+++ Supplied data

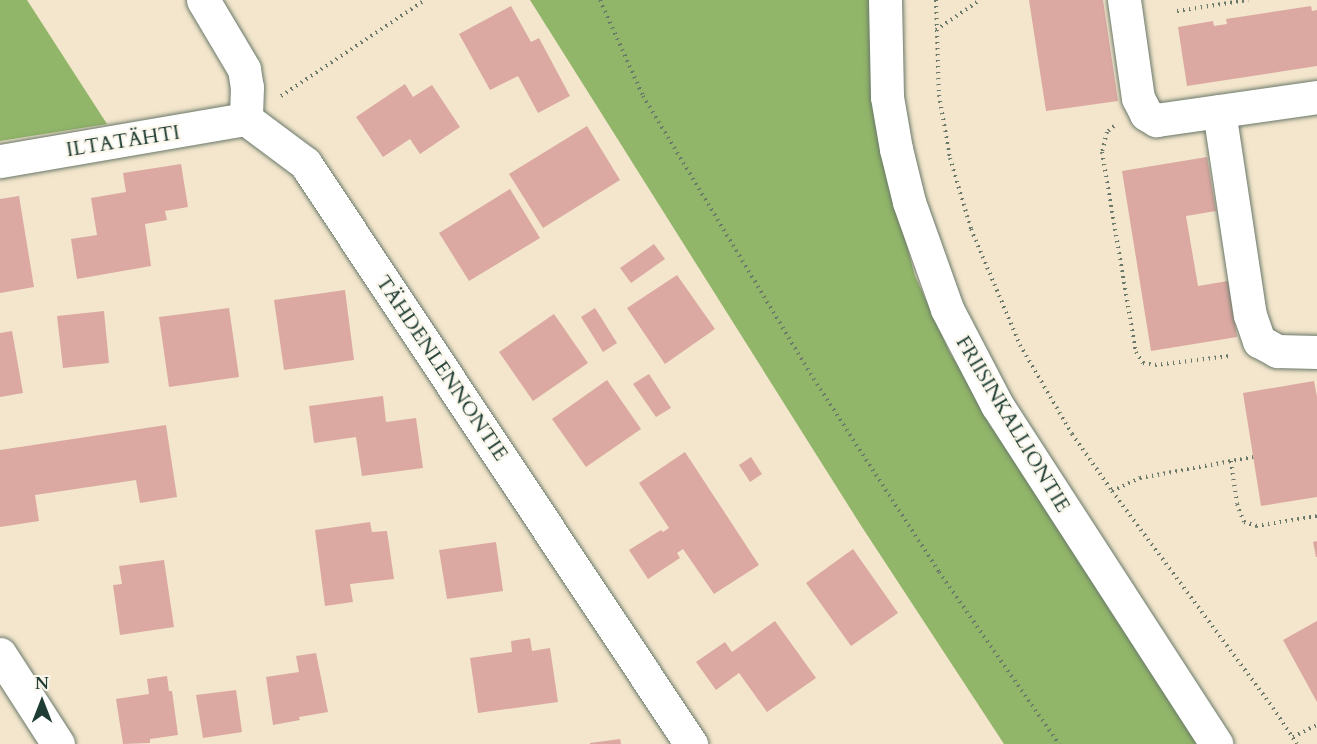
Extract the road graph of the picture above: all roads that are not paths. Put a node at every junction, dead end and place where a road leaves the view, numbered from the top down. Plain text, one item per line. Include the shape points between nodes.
1 (203, 0) edge
2 (885, 0) edge
3 (1124, 0) edge
4 (1317, 97) edge
5 (1219, 111) junction
6 (246, 119) junction
7 (0, 160) edge
8 (1317, 352) edge
9 (0, 654) edge
10 (58, 744) edge
11 (691, 744) edge
12 (1216, 744) edge

1 - 6 street via 244,69
2 - 12 street, FRIISINKALLIONTIE via 887,98 896,149 909,202 947,309 997,405
3 - 5 street via 1138,98 1146,114 1156,120
4 - 5 street
5 - 8 street via 1250,315 1259,341 1277,351
6 - 7 street, ILTATÄHTI
6 - 11 street, TÄHDENLENNONTIE via 305,163
9 - 10 street

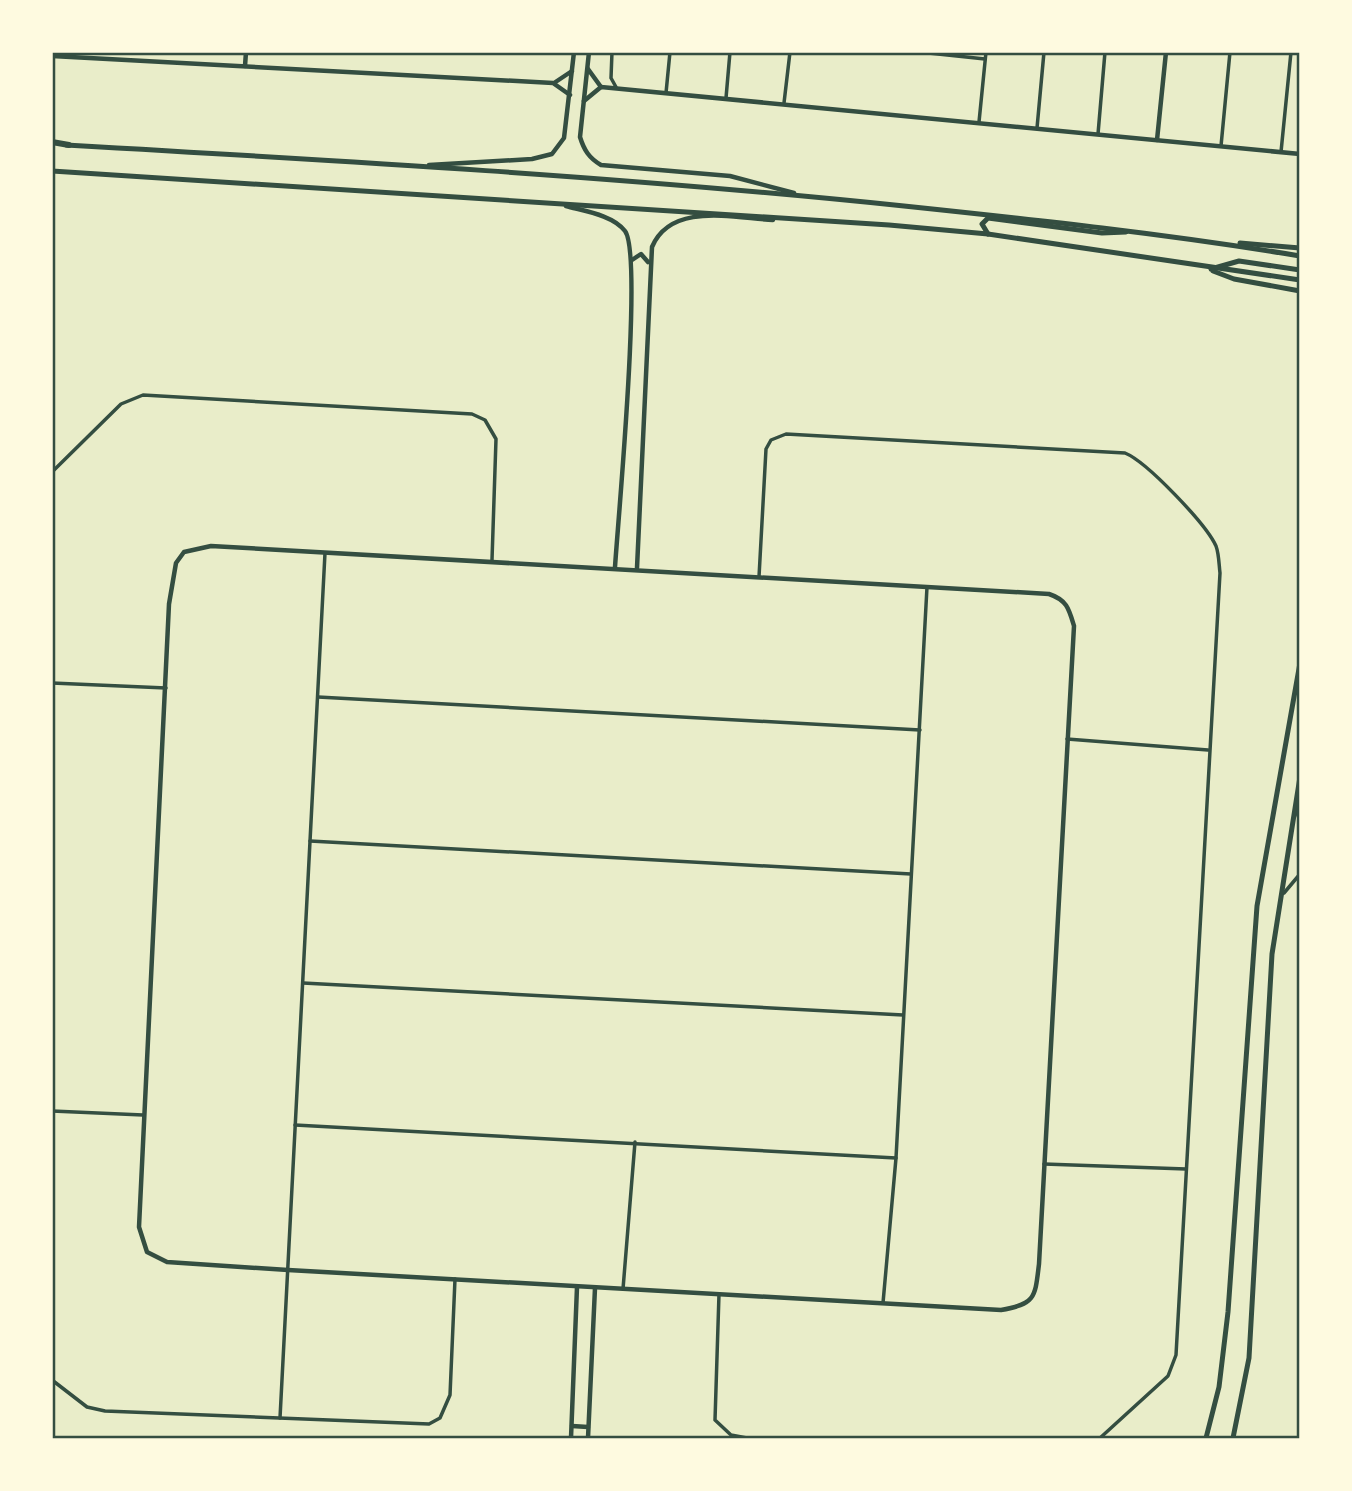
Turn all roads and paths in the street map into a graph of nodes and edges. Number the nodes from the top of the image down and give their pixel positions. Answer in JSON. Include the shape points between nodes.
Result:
{"nodes":[{"id":1,"x":246,"y":52,"type":"edge"},
{"id":2,"x":589,"y":52,"type":"edge"},
{"id":3,"x":612,"y":52,"type":"edge"},
{"id":4,"x":670,"y":52,"type":"edge"},
{"id":5,"x":730,"y":52,"type":"edge"},
{"id":6,"x":790,"y":52,"type":"edge"},
{"id":7,"x":919,"y":52,"type":"edge"},
{"id":8,"x":986,"y":52,"type":"edge"},
{"id":9,"x":1044,"y":52,"type":"edge"},
{"id":10,"x":1105,"y":52,"type":"edge"},
{"id":11,"x":1166,"y":52,"type":"edge"},
{"id":12,"x":1230,"y":52,"type":"edge"},
{"id":13,"x":1291,"y":52,"type":"edge"},
{"id":14,"x":52,"y":56,"type":"edge"},
{"id":15,"x":574,"y":56,"type":"edge"},
{"id":16,"x":588,"y":59,"type":"junction"},
{"id":17,"x":985,"y":59,"type":"junction"},
{"id":18,"x":245,"y":66,"type":"junction"},
{"id":19,"x":588,"y":69,"type":"junction"},
{"id":20,"x":572,"y":71,"type":"junction"},
{"id":21,"x":553,"y":83,"type":"junction"},
{"id":22,"x":601,"y":87,"type":"junction"},
{"id":23,"x":620,"y":89,"type":"junction"},
{"id":24,"x":666,"y":93,"type":"junction"},
{"id":25,"x":570,"y":95,"type":"junction"},
{"id":26,"x":726,"y":98,"type":"junction"},
{"id":27,"x":584,"y":101,"type":"junction"},
{"id":28,"x":784,"y":103,"type":"junction"},
{"id":29,"x":568,"y":108,"type":"junction"},
{"id":30,"x":583,"y":110,"type":"junction"},
{"id":31,"x":979,"y":122,"type":"junction"},
{"id":32,"x":1037,"y":128,"type":"junction"},
{"id":33,"x":1098,"y":134,"type":"junction"},
{"id":34,"x":1157,"y":140,"type":"junction"},
{"id":35,"x":52,"y":143,"type":"edge"},
{"id":36,"x":69,"y":145,"type":"joint"},
{"id":37,"x":1221,"y":146,"type":"junction"},
{"id":38,"x":1281,"y":152,"type":"junction"},
{"id":39,"x":1300,"y":154,"type":"edge"},
{"id":40,"x":413,"y":166,"type":"junction"},
{"id":41,"x":52,"y":172,"type":"edge"},
{"id":42,"x":805,"y":196,"type":"junction"},
{"id":43,"x":566,"y":205,"type":"junction"},
{"id":44,"x":889,"y":225,"type":"junction"},
{"id":45,"x":1133,"y":230,"type":"junction"},
{"id":46,"x":988,"y":234,"type":"junction"},
{"id":47,"x":1227,"y":244,"type":"junction"},
{"id":48,"x":1300,"y":248,"type":"edge"},
{"id":49,"x":1300,"y":256,"type":"edge"},
{"id":50,"x":649,"y":262,"type":"junction"},
{"id":51,"x":631,"y":264,"type":"junction"},
{"id":52,"x":1211,"y":269,"type":"junction"},
{"id":53,"x":1300,"y":270,"type":"edge"},
{"id":54,"x":1300,"y":280,"type":"edge"},
{"id":55,"x":1300,"y":291,"type":"edge"},
{"id":56,"x":52,"y":472,"type":"edge"},
{"id":57,"x":325,"y":553,"type":"junction"},
{"id":58,"x":492,"y":560,"type":"junction"},
{"id":59,"x":615,"y":567,"type":"junction"},
{"id":60,"x":637,"y":568,"type":"junction"},
{"id":61,"x":759,"y":577,"type":"junction"},
{"id":62,"x":927,"y":587,"type":"junction"},
{"id":63,"x":1300,"y":663,"type":"edge"},
{"id":64,"x":52,"y":683,"type":"edge"},
{"id":65,"x":166,"y":688,"type":"junction"},
{"id":66,"x":318,"y":697,"type":"junction"},
{"id":67,"x":920,"y":730,"type":"junction"},
{"id":68,"x":1067,"y":739,"type":"junction"},
{"id":69,"x":1209,"y":750,"type":"junction"},
{"id":70,"x":1300,"y":777,"type":"edge"},
{"id":71,"x":1294,"y":804,"type":"junction"},
{"id":72,"x":1300,"y":821,"type":"edge"},
{"id":73,"x":310,"y":841,"type":"junction"},
{"id":74,"x":911,"y":874,"type":"junction"},
{"id":75,"x":1300,"y":874,"type":"edge"},
{"id":76,"x":1278,"y":904,"type":"junction"},
{"id":77,"x":303,"y":984,"type":"junction"},
{"id":78,"x":903,"y":1015,"type":"junction"},
{"id":79,"x":52,"y":1111,"type":"edge"},
{"id":80,"x":143,"y":1115,"type":"junction"},
{"id":81,"x":295,"y":1125,"type":"junction"},
{"id":82,"x":635,"y":1142,"type":"junction"},
{"id":83,"x":897,"y":1158,"type":"junction"},
{"id":84,"x":1044,"y":1164,"type":"junction"},
{"id":85,"x":1186,"y":1169,"type":"junction"},
{"id":86,"x":288,"y":1270,"type":"junction"},
{"id":87,"x":455,"y":1279,"type":"junction"},
{"id":88,"x":578,"y":1287,"type":"junction"},
{"id":89,"x":595,"y":1288,"type":"junction"},
{"id":90,"x":623,"y":1289,"type":"junction"},
{"id":91,"x":719,"y":1294,"type":"junction"},
{"id":92,"x":883,"y":1303,"type":"junction"},
{"id":93,"x":52,"y":1380,"type":"edge"},
{"id":94,"x":280,"y":1418,"type":"junction"},
{"id":95,"x":572,"y":1426,"type":"junction"},
{"id":96,"x":588,"y":1427,"type":"junction"},
{"id":97,"x":571,"y":1438,"type":"edge"},
{"id":98,"x":588,"y":1438,"type":"edge"},
{"id":99,"x":747,"y":1438,"type":"edge"},
{"id":100,"x":1100,"y":1438,"type":"edge"},
{"id":101,"x":1206,"y":1438,"type":"edge"},
{"id":102,"x":1233,"y":1438,"type":"edge"}],
"edges":[{"from":1,"to":18,"type":"street"},
{"from":2,"to":16,"type":"street"},
{"from":3,"to":23,"type":"street","via":[[612,83]]},
{"from":4,"to":24,"type":"street"},
{"from":5,"to":26,"type":"street"},
{"from":6,"to":28,"type":"street"},
{"from":7,"to":17,"type":"street"},
{"from":8,"to":17,"type":"street"},
{"from":9,"to":32,"type":"street"},
{"from":10,"to":33,"type":"street"},
{"from":11,"to":34,"type":"street"},
{"from":12,"to":37,"type":"street"},
{"from":13,"to":38,"type":"street"},
{"from":14,"to":18,"type":"street"},
{"from":15,"to":16,"type":"street"},
{"from":15,"to":20,"type":"street"},
{"from":16,"to":19,"type":"street"},
{"from":17,"to":31,"type":"street"},
{"from":18,"to":21,"type":"street"},
{"from":19,"to":22,"type":"street"},
{"from":19,"to":27,"type":"street"},
{"from":20,"to":21,"type":"street"},
{"from":20,"to":25,"type":"street"},
{"from":21,"to":25,"type":"street"},
{"from":22,"to":23,"type":"street"},
{"from":22,"to":27,"type":"street"},
{"from":23,"to":24,"type":"street"},
{"from":24,"to":26,"type":"street"},
{"from":25,"to":29,"type":"street"},
{"from":26,"to":28,"type":"street"},
{"from":27,"to":30,"type":"street"},
{"from":28,"to":31,"type":"street"},
{"from":29,"to":30,"type":"street","via":[[575,113]]},
{"from":29,"to":40,"type":"street","via":[[564,138],[552,154]]},
{"from":30,"to":42,"type":"street","via":[[580,137],[601,165],[730,176]]},
{"from":31,"to":32,"type":"street"},
{"from":32,"to":33,"type":"street"},
{"from":33,"to":34,"type":"street"},
{"from":34,"to":37,"type":"street"},
{"from":35,"to":36,"type":"highway"},
{"from":36,"to":40,"type":"main road"},
{"from":37,"to":38,"type":"street"},
{"from":38,"to":39,"type":"street"},
{"from":40,"to":42,"type":"main road"},
{"from":41,"to":43,"type":"main road"},
{"from":42,"to":45,"type":"main road"},
{"from":43,"to":44,"type":"main road"},
{"from":43,"to":51,"type":"street","via":[[620,226],[629,239]]},
{"from":44,"to":46,"type":"main road"},
{"from":44,"to":50,"type":"street","via":[[689,217],[660,230]]},
{"from":45,"to":46,"type":"main road","via":[[1102,233],[988,218],[982,224]]},
{"from":45,"to":47,"type":"main road"},
{"from":46,"to":52,"type":"main road"},
{"from":47,"to":48,"type":"main road"},
{"from":47,"to":49,"type":"main road"},
{"from":50,"to":51,"type":"street","via":[[641,254]]},
{"from":50,"to":60,"type":"street"},
{"from":51,"to":59,"type":"street"},
{"from":52,"to":53,"type":"main road","via":[[1238,261]]},
{"from":52,"to":54,"type":"main road"},
{"from":52,"to":55,"type":"main road","via":[[1234,279]]},
{"from":56,"to":58,"type":"street","via":[[121,404],[143,395],[472,414],[485,420],[496,439]]},
{"from":57,"to":58,"type":"street"},
{"from":57,"to":65,"type":"street","via":[[211,546],[184,552],[176,563],[172,585]]},
{"from":57,"to":66,"type":"street"},
{"from":58,"to":59,"type":"street"},
{"from":59,"to":60,"type":"street"},
{"from":60,"to":61,"type":"street"},
{"from":61,"to":62,"type":"street"},
{"from":61,"to":69,"type":"street","via":[[766,449],[771,440],[786,434],[1112,450],[1132,456],[1166,485],[1216,547],[1220,573]]},
{"from":62,"to":67,"type":"street"},
{"from":62,"to":68,"type":"street","via":[[1062,598],[1074,626]]},
{"from":63,"to":101,"type":"main road","via":[[1257,906],[1228,1312],[1219,1387]]},
{"from":64,"to":65,"type":"street"},
{"from":65,"to":80,"type":"street"},
{"from":66,"to":67,"type":"street"},
{"from":66,"to":73,"type":"street"},
{"from":67,"to":74,"type":"street"},
{"from":68,"to":69,"type":"street"},
{"from":68,"to":84,"type":"street"},
{"from":69,"to":85,"type":"street"},
{"from":70,"to":71,"type":"main road"},
{"from":71,"to":72,"type":"street"},
{"from":71,"to":76,"type":"main road"},
{"from":73,"to":74,"type":"street"},
{"from":73,"to":77,"type":"street"},
{"from":74,"to":78,"type":"street"},
{"from":75,"to":76,"type":"street"},
{"from":76,"to":102,"type":"main road","via":[[1249,1358]]},
{"from":77,"to":78,"type":"street"},
{"from":77,"to":81,"type":"street"},
{"from":78,"to":83,"type":"street"},
{"from":79,"to":80,"type":"street"},
{"from":80,"to":86,"type":"street","via":[[139,1227],[147,1252],[167,1262]]},
{"from":81,"to":82,"type":"street"},
{"from":81,"to":86,"type":"street"},
{"from":82,"to":83,"type":"street"},
{"from":82,"to":90,"type":"street"},
{"from":83,"to":92,"type":"street"},
{"from":84,"to":85,"type":"street"},
{"from":84,"to":92,"type":"street","via":[[1037,1283],[1025,1306],[1000,1310]]},
{"from":85,"to":100,"type":"street","via":[[1175,1362],[1168,1376]]},
{"from":86,"to":87,"type":"street"},
{"from":86,"to":94,"type":"street"},
{"from":87,"to":88,"type":"street"},
{"from":87,"to":94,"type":"street","via":[[450,1395],[440,1418],[429,1424]]},
{"from":88,"to":89,"type":"street"},
{"from":88,"to":95,"type":"street"},
{"from":89,"to":90,"type":"street"},
{"from":89,"to":96,"type":"street"},
{"from":90,"to":91,"type":"street"},
{"from":91,"to":92,"type":"street"},
{"from":91,"to":99,"type":"street","via":[[715,1420],[731,1435]]},
{"from":93,"to":94,"type":"street","via":[[87,1407],[105,1410]]},
{"from":95,"to":96,"type":"street"},
{"from":95,"to":97,"type":"street"},
{"from":96,"to":98,"type":"street"}]}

++++++

Task instructions:
Lines with the string "edges": pick each one out of the material and return it.

Exercise response:
Turn all roads and paths in the street map into a graph of nodes and edges. Number the nodes from the top of the image down and give their pixel positions. Answer in JSON. Include the shape points between nodes.
"edges":[{"from":1,"to":18,"type":"street"},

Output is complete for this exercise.